В то же время существуют и противники войны. Им не нравится, что их убивают с помощью ракет (даже при том, что сами они затрудняются пояснить, какой способ убийства был бы для них предпочтительным). Такие люди согласны в интересах мирной жизни довольствоваться дизайном худшего качества. Их почти что радует, когда ракеты, ножи и наконечники для стрел становятся всё хуже, неизящнее и неудобнее. Это добрые люди, но понятие добротности здесь употребляется уже совершенно в ином смысле, нежели выше. Единственное, что могут такие люди осуществлять доброкачественно – просто существовать. В этом смысле они – антидизайнеры.
И всё же: если присмотреться к этим людям, бегущим по тротуарам, созданным абсолютно вопреки их воле, создается впечатление, что всё-таки что-то они производить способны: например, украшения. Но и это, увы, недолговечно, поскольку нельзя достаточно долго следовать принципу «Занимайтесь любовью» (для чего украшения и предназначены), ни разу не столкнувшись с необходимостью заниматься войной.
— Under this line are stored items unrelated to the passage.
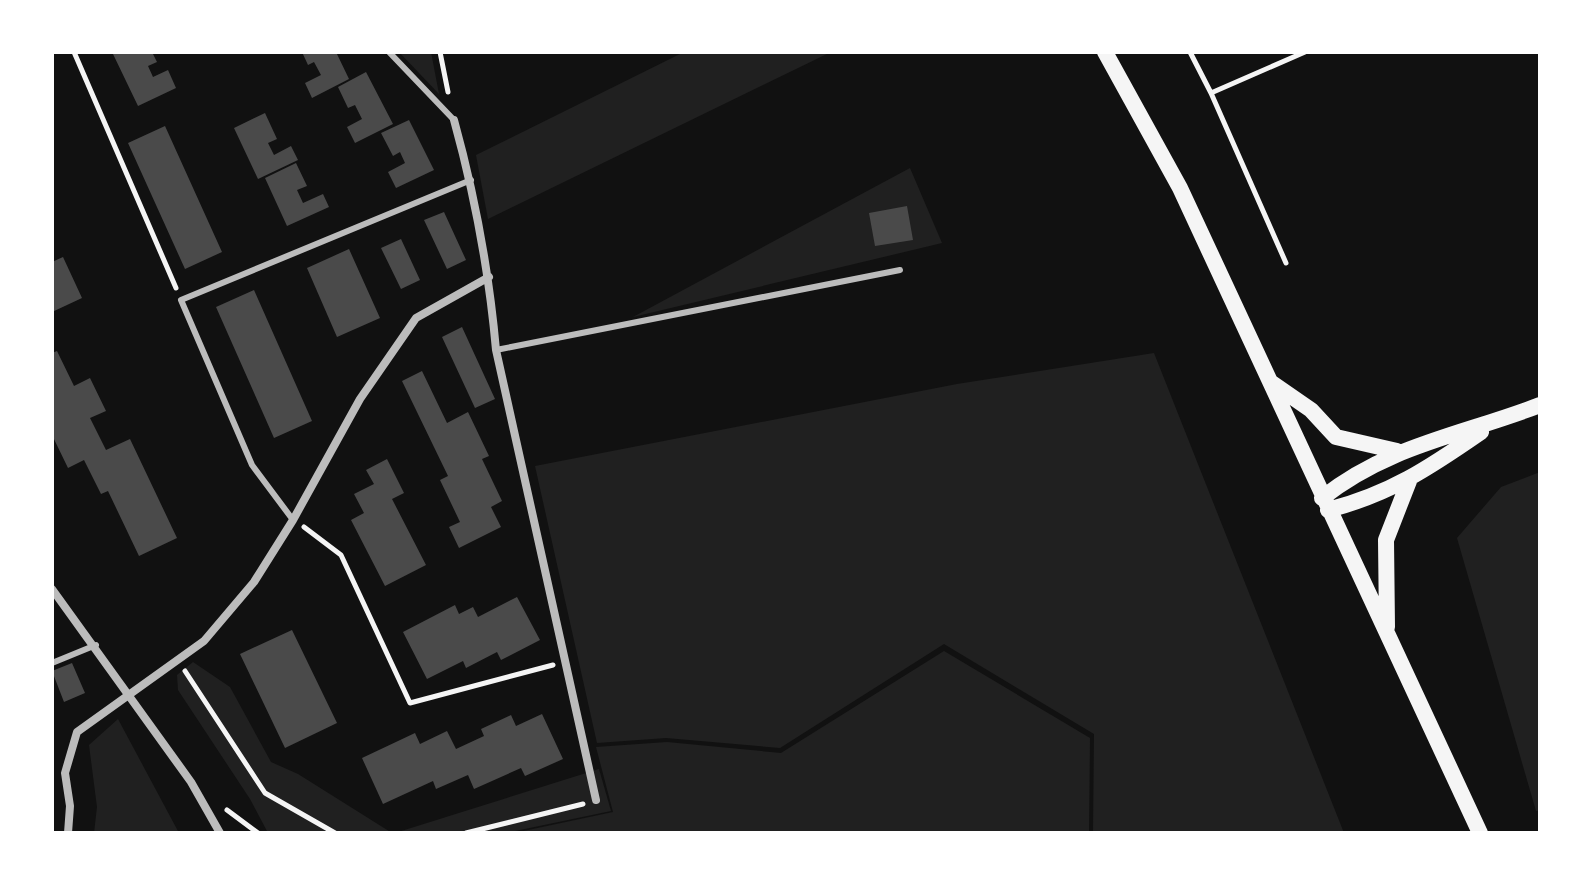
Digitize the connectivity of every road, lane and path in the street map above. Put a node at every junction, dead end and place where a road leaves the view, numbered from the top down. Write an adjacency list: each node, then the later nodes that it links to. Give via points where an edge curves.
1 (74, 52): 13 (path)
2 (389, 52): 8 (lane)
3 (440, 52): 8 (path)
4 (1105, 52): 15 (main road, via 1180,188)
5 (1190, 52): 7 (path)
6 (1305, 52): 7 (path)
7 (1211, 93): 10 (path)
8 (454, 120): 9 (street)
9 (471, 180): 12 (street); 13 (lane)
10 (1286, 263)
11 (900, 270): 14 (lane)
12 (489, 277): 14 (street); 21 (street, via 416,318 360,399)
13 (181, 300): 21 (lane, via 252,465)
14 (496, 350): 26 (street)
15 (1269, 382): 18 (main road, via 1311,410 1336,437); 20 (main road)
16 (1540, 405): 17 (main road)
17 (1496, 422): 18 (main road); 19 (main road)
18 (1397, 451): 20 (main road, via 1342,482)
19 (1409, 481): 20 (main road, via 1369,499); 23 (main road, via 1386,540)
20 (1325, 504): 23 (main road)
21 (293, 520): 25 (street, via 254,582 204,641); 26 (path, via 341,555 410,703)
22 (52, 589): 24 (street)
23 (1387, 634): 34 (main road)
24 (96, 645): 27 (lane); 28 (street)
25 (178, 660): 28 (street); 32 (path, via 265,793)
26 (567, 661): 29 (street)
27 (52, 663)
28 (129, 693): 30 (street, via 77,732 65,773); 31 (street)
29 (596, 800): 33 (path)
30 (68, 833)
31 (220, 833)
32 (335, 833)
33 (466, 833)
34 (1480, 833)

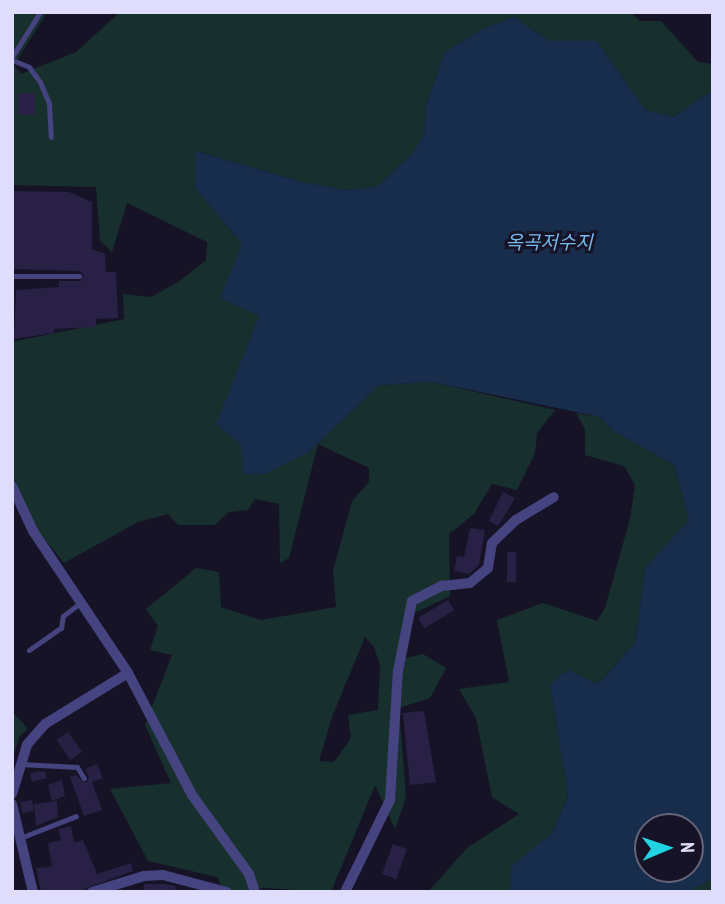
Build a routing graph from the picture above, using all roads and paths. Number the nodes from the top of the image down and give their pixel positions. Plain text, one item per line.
1 (40, 12) edge
2 (12, 58) edge
3 (51, 137) dead end
4 (12, 276) edge
5 (79, 276) dead end
6 (12, 486) edge
7 (554, 497) dead end
8 (80, 603) junction
9 (29, 650) dead end
10 (128, 673) junction
11 (21, 764) junction
12 (83, 778) dead end
13 (12, 794) edge
14 (12, 804) edge
15 (76, 816) dead end
16 (20, 838) junction
17 (33, 892) edge
18 (92, 892) edge
19 (227, 892) edge
20 (255, 892) edge
21 (345, 892) edge

1 - 2 lane
2 - 3 lane
4 - 5 lane
6 - 8 street
7 - 21 street
8 - 9 lane
8 - 10 street
10 - 11 street
10 - 20 street
11 - 12 lane
11 - 13 street
14 - 16 street
15 - 16 lane
16 - 17 street
18 - 19 street

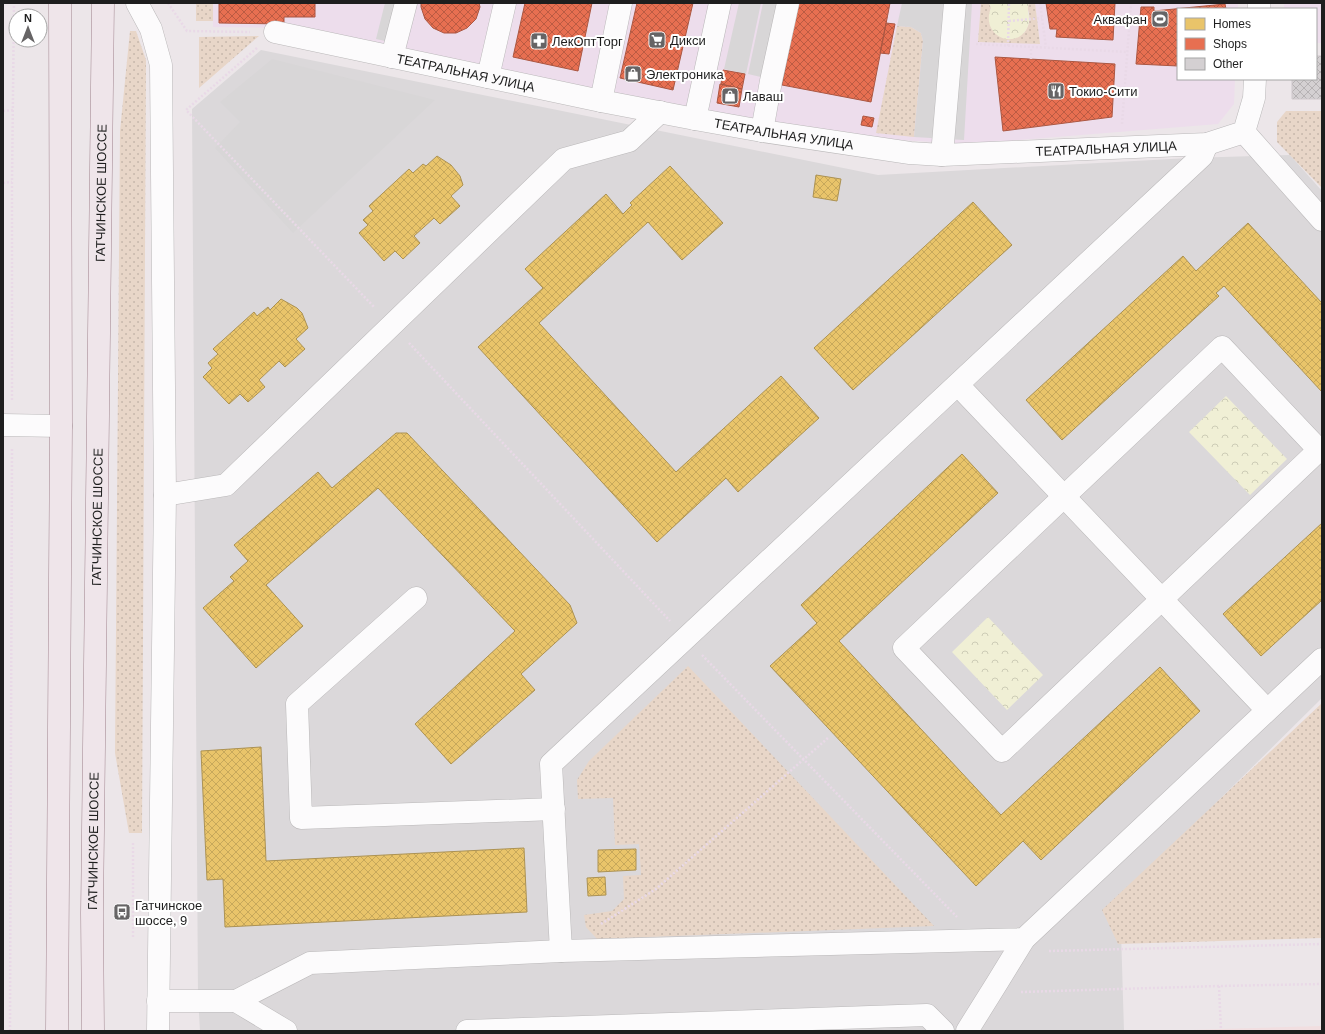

Невозможно одновременно быть «добрым самим по себе и для себя» и «добрым в отношении иного». Приходится выбирать: становиться или святошей, или дизайнером.
Есть, возможно, один выход из данной ситуации: либо вести войну, а в промежутках наслаждаться жизнью в окружении доброкачественных, изящных, удобных в пользовании предметов, либо всегда жить в мире и влачить при этом весьма посредственное, некомфортное существование в окружении плохо функционирующих объектов. Иными словами: либо со злом, но с комфортом, либо с добром, но без всяких удобств. В качестве компромисса, вероятно, стоило бы предложить намеренно создавать объекты менее функциональными, чем это возможно: стрелы, которые то и дело промахивались бы мимо цели, ножи, которые тупились бы всё быстрее и быстрее, и ракеты, которые взрывались бы в воздухе, не успев достигнуть цели. Однако при этом пришлось бы мириться с существованием стульев, разваливающихся прямо под сидящим, и электрических лампочек, с которыми то и дело случалось бы короткое замыкание. Как известно, на подобном компромиссе между добром и злом зиждутся различные конференции по разоружению – к сожалению, в них крайне редко принимают участие сами дизайнеры. В таком случае совет Гёте следовало бы сформулировать так: «Прав будь, человек, милостив и более или менее добр» – а со временем, соответственно, более или менее прав и более или менее милостив. Но всё равно бы избавиться от добра окончательно при таком раскладе не вышло, и вот почему.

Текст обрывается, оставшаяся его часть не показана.